A teary Henry with heart filled to the brim shouted with utter glee,

“You may quit your posters Ruthy. Those light slippers belong to me!”

Ruthy called out, ” Henry! Are they yours? I am pleased and so relieved.

I found them without their owner buried deep within some leaves.”

“I misplaced them”, said cheery Henry, “and I am glad that you were there!

I can tell that they were handled with devoted and great care.”

(Page 13)

“A celebration is in order!” said Delia, “We shall serve a garden feast!”

Grace said, “Oh! That is just the ticket!

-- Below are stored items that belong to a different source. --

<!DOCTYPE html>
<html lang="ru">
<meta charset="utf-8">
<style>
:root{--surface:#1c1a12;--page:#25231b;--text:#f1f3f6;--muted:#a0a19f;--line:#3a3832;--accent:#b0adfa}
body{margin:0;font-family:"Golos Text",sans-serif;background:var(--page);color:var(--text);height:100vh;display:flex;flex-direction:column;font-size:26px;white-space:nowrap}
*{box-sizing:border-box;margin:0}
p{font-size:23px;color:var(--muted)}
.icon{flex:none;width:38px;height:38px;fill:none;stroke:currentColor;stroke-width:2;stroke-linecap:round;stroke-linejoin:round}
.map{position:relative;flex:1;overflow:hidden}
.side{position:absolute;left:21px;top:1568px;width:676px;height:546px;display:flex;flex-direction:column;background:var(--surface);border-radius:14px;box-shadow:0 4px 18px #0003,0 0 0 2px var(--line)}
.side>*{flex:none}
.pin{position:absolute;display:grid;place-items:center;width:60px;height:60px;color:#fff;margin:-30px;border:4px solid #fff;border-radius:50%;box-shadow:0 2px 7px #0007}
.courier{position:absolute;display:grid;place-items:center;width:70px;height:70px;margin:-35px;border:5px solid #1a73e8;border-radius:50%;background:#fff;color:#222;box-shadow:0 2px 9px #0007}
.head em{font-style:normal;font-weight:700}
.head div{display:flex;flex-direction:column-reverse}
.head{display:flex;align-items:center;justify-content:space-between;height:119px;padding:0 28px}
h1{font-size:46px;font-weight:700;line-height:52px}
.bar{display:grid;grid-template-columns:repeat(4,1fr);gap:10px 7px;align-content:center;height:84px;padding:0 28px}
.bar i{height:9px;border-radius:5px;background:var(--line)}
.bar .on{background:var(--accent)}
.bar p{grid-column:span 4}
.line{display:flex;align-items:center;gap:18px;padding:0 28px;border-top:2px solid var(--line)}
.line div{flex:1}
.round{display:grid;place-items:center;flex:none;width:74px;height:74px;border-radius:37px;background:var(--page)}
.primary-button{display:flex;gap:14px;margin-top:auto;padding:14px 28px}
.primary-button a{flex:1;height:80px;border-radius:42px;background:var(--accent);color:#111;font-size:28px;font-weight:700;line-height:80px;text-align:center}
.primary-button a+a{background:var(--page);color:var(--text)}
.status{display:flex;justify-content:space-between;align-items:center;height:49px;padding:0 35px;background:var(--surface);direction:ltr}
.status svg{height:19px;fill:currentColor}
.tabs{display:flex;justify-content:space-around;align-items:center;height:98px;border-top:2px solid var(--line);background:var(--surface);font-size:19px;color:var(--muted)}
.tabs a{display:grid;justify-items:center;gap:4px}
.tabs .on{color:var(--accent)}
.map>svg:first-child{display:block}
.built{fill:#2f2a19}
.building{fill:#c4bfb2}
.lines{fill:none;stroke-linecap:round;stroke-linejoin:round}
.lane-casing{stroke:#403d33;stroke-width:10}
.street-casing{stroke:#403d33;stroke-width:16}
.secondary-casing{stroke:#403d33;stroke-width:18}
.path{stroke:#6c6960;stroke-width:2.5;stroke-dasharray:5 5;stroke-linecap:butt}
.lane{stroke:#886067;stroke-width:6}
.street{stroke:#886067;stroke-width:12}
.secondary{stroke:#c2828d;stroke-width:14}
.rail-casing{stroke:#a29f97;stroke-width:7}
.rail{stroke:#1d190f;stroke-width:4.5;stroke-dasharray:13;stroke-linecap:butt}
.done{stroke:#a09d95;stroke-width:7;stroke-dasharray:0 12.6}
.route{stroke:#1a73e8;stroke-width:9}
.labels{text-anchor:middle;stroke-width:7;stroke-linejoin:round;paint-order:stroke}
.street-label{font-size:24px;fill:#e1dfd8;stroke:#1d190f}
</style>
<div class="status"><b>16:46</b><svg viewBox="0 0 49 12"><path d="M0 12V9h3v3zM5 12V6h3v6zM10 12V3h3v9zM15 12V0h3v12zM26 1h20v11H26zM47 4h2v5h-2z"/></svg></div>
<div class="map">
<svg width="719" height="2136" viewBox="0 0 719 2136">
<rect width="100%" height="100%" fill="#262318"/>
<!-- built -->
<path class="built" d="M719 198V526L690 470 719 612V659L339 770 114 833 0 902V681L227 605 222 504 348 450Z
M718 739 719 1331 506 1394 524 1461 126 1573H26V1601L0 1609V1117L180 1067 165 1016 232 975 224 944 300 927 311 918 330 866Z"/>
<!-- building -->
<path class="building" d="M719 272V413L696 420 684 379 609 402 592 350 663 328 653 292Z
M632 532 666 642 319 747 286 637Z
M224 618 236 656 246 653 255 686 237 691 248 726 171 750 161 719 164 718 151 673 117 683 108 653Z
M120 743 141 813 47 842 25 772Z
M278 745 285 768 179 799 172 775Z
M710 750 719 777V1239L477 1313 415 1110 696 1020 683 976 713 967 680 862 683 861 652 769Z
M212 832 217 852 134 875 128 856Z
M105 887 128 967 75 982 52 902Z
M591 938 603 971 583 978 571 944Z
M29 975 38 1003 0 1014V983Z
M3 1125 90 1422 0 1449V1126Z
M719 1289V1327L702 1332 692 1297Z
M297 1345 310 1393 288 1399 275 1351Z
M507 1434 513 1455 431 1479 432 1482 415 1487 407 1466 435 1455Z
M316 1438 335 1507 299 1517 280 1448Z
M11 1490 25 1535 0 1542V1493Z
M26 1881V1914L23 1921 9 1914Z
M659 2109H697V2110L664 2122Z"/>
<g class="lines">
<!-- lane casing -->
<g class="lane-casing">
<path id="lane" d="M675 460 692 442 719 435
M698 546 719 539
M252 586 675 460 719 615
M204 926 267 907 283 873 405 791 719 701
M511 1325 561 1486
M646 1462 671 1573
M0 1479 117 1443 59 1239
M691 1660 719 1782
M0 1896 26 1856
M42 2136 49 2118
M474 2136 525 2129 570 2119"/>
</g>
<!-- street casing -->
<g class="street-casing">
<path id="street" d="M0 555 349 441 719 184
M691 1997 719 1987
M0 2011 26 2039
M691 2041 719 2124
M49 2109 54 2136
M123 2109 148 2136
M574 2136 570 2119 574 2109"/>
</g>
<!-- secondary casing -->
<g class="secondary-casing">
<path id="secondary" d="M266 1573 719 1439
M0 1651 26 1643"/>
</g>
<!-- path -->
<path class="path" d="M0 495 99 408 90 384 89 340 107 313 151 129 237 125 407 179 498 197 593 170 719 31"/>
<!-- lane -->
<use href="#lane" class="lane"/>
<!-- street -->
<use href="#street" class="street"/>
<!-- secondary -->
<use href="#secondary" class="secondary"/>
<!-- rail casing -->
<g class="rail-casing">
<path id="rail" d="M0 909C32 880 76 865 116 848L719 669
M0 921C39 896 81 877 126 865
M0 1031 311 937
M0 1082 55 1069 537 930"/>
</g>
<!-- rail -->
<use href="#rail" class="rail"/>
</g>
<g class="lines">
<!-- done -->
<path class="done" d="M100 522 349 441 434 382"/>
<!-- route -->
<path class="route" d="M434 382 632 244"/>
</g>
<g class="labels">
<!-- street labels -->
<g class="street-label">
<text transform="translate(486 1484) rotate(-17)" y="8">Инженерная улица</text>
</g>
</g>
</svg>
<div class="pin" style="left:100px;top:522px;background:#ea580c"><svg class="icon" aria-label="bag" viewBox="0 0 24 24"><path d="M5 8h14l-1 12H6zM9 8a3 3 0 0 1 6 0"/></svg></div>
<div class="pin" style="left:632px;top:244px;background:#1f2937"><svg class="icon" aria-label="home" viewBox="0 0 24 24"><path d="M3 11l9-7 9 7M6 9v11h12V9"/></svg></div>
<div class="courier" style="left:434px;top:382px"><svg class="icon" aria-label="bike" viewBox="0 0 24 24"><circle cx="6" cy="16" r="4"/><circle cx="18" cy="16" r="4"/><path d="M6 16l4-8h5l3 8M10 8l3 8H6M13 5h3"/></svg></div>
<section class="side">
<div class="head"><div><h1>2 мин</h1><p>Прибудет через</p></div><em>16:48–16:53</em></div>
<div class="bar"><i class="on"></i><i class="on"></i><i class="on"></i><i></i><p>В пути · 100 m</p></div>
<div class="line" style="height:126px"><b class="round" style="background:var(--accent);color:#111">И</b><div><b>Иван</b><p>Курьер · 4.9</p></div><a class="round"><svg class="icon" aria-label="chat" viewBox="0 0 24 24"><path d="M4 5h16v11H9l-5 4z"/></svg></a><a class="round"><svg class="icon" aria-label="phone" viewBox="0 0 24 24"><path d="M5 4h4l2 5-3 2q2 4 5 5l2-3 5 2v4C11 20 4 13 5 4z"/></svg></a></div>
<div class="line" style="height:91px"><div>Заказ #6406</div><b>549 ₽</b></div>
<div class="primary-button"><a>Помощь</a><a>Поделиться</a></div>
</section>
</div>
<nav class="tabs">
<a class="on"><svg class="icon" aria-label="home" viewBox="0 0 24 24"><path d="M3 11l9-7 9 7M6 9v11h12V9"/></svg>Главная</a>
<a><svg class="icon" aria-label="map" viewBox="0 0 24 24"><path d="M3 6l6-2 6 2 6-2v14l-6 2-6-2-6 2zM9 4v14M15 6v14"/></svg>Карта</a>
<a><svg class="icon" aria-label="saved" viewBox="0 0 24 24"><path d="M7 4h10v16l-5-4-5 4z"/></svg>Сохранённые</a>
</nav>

To say the very least!”

They gathered ’round the garden and with enlivened tongues and hearts

Held a witty and merry visit while they ate their cherry tarts.

And little did they know, that as they spoke their friendships deepened

And created an enduring bond that would not at any time be cheapened.

Unaware, the sweet company had learned several lessons this day.

To truly feel achieved, taking care of others is the only way

And an altruistic heart, even at this tender year,

Will design a kindly older soul and keep their friendships near.

But all this shall not be revealed as youth will not allow

And suitably, they will play and tease and jest for now.

And in this very minute, Pip and Tibbit felt proud and bold and gallant

And satisfied that another case was solved toward their improving talent.

Copyright 2011, Fisher Amelie

You have hereby been subjected to my attempt at children’s literature. I hope you enjoyed reading as much as I did writing it. I suppose I will keep it to this limited group and not torture children with it, as I suspect they will run away with their hands over their ears. Poor chickadees. Oh, well.

Now, who’s up for reading my young adult novel. Ba ha ha!